New Delhi, Sept. 11: The petroleum ministry is watching the current oil price situation but will agree on a hike in domestic prices of petro products if global prices continue on an upward path.
State run oil companies have asked the ministry informally to be allowed to hike oil prices this fortnight as global prices are firming up because of war fears in West Asia.
Though pricing decisions are supposed to be taken independently by oil firms after the sector was freed from various controls earlier this year, the government continues to take most of such decisions as the oil companies are still all state run.
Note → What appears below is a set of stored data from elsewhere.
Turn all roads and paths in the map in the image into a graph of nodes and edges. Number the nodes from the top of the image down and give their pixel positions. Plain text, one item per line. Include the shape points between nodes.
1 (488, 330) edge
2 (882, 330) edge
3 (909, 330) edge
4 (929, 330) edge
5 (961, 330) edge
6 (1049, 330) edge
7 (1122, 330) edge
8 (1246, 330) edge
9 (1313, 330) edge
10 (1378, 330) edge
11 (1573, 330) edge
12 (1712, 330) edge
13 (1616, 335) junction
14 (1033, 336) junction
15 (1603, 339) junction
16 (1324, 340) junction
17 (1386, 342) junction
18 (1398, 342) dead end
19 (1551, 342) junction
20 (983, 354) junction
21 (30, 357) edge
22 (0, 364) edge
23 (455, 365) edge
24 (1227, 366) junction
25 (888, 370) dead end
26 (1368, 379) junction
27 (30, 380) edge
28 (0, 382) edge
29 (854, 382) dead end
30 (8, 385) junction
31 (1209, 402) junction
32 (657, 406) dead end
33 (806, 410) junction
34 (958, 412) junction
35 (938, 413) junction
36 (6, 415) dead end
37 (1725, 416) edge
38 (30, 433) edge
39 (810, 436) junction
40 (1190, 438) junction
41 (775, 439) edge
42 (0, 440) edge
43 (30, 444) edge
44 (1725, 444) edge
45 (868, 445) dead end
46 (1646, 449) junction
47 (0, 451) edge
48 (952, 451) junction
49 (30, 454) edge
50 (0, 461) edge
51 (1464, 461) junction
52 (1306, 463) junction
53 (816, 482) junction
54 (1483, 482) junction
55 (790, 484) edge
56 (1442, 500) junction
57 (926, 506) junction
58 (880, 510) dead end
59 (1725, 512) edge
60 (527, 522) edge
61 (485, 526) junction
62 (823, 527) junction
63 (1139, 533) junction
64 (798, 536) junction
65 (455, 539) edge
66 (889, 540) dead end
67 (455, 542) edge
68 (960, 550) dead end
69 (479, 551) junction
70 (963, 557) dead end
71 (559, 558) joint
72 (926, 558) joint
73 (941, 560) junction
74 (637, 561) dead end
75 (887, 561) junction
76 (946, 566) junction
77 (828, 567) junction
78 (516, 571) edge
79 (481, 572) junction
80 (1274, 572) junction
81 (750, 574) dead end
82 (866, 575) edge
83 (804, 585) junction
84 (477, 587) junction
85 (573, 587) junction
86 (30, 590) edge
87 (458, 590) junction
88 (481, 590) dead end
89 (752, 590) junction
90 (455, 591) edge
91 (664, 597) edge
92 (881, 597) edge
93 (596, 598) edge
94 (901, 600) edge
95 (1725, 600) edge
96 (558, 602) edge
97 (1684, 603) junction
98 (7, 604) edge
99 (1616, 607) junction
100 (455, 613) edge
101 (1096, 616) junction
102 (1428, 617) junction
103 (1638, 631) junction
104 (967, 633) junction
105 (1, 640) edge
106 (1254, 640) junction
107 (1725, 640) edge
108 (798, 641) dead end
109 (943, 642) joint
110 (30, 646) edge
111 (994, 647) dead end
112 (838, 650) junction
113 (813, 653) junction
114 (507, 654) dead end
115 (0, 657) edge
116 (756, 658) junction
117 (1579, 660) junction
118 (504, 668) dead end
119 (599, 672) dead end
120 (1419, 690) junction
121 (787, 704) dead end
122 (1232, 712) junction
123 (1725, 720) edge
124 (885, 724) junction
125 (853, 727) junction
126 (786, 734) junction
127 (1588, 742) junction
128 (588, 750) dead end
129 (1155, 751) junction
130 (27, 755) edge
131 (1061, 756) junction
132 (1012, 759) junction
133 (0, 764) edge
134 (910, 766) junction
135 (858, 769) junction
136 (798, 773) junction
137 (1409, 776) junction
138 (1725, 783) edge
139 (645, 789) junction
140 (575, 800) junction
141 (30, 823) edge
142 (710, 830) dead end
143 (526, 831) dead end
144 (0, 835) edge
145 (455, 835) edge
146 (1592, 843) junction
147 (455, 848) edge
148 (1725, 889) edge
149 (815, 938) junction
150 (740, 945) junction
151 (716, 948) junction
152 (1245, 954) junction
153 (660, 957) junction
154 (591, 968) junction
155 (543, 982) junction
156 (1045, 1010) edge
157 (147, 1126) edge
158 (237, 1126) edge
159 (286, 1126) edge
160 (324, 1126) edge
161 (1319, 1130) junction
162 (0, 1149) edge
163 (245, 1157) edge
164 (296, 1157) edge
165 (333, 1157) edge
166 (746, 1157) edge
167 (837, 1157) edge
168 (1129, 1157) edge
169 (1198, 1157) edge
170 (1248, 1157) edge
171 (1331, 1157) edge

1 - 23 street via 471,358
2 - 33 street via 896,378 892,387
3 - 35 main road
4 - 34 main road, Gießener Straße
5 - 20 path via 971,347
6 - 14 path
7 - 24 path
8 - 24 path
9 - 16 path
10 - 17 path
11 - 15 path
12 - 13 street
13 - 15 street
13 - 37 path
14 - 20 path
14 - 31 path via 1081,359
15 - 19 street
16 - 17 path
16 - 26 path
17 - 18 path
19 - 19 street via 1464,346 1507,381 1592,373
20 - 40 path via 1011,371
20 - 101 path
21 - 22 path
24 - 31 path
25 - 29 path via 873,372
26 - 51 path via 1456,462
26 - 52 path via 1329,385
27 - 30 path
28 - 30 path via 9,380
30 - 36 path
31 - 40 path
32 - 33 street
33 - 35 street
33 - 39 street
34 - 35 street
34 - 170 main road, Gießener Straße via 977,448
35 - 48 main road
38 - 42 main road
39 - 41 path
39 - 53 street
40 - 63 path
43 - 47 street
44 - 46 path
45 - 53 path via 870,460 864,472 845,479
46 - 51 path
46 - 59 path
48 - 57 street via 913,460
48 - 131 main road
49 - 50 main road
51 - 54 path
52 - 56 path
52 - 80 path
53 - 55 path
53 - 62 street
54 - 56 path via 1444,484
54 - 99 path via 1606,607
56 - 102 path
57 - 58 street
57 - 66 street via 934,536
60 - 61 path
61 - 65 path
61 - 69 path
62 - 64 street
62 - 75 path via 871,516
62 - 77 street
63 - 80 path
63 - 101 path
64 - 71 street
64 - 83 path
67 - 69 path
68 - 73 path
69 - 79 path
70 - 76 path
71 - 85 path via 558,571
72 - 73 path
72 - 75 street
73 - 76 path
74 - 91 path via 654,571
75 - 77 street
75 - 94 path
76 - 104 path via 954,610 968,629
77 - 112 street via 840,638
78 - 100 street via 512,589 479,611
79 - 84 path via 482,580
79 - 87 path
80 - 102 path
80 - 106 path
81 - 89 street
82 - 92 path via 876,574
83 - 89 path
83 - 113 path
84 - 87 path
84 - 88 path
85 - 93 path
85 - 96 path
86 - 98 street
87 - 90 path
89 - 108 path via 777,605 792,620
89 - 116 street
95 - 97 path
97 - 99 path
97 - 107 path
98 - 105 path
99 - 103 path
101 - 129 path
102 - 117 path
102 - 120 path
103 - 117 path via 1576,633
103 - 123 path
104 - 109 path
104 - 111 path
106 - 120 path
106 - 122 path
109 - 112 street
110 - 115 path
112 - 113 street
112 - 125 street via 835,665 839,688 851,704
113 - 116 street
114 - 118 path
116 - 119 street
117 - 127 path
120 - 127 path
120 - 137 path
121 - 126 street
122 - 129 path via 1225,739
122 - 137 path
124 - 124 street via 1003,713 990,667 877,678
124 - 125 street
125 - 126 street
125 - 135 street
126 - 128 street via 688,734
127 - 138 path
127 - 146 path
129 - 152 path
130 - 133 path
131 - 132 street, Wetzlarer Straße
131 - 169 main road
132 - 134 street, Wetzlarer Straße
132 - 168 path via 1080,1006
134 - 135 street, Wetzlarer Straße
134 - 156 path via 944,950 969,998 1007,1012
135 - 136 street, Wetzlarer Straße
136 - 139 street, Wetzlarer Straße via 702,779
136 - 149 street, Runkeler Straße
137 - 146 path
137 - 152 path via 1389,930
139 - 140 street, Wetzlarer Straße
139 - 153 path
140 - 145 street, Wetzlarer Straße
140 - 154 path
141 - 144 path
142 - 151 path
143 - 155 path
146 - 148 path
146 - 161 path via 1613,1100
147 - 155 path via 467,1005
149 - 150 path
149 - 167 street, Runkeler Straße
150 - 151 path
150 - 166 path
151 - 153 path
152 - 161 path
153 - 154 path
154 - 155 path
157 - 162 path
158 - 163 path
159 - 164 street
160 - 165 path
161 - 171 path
Ministry officials said they had received pleas from the oil companies like Indian Oil Corporation, HPCL and BPCL but had refrained from agreeing to a price hike as crude prices were still fluctuating. “Crude futures dipped today after the US released data showing an increase in their winter stocks,” officials said.
“We expect things to stabilise but if they do not then a price rise will have to happen,” they added.
If the government agrees, oil companies are likely to hike prices by as much as Rs 2 a litre, unless the finance ministry agrees to cut customs duty marginally. “If that happens then the price increase will be to the tune of about Rs 1.25-1.50 a litre,” officials said. “We don’t want these jerky price hikes at a time when the economy is showing signs of recovery.”
Crude prices have gone up to recent highs of $ 29 a barrel in the wake of reports that the US was preparing to strike Iraq.
Oil companies hiked prices on August 31 by 22 paise a litre for petrol and 29 paise a litre for diesel based on a hike in global prices of about 3-8 per cent.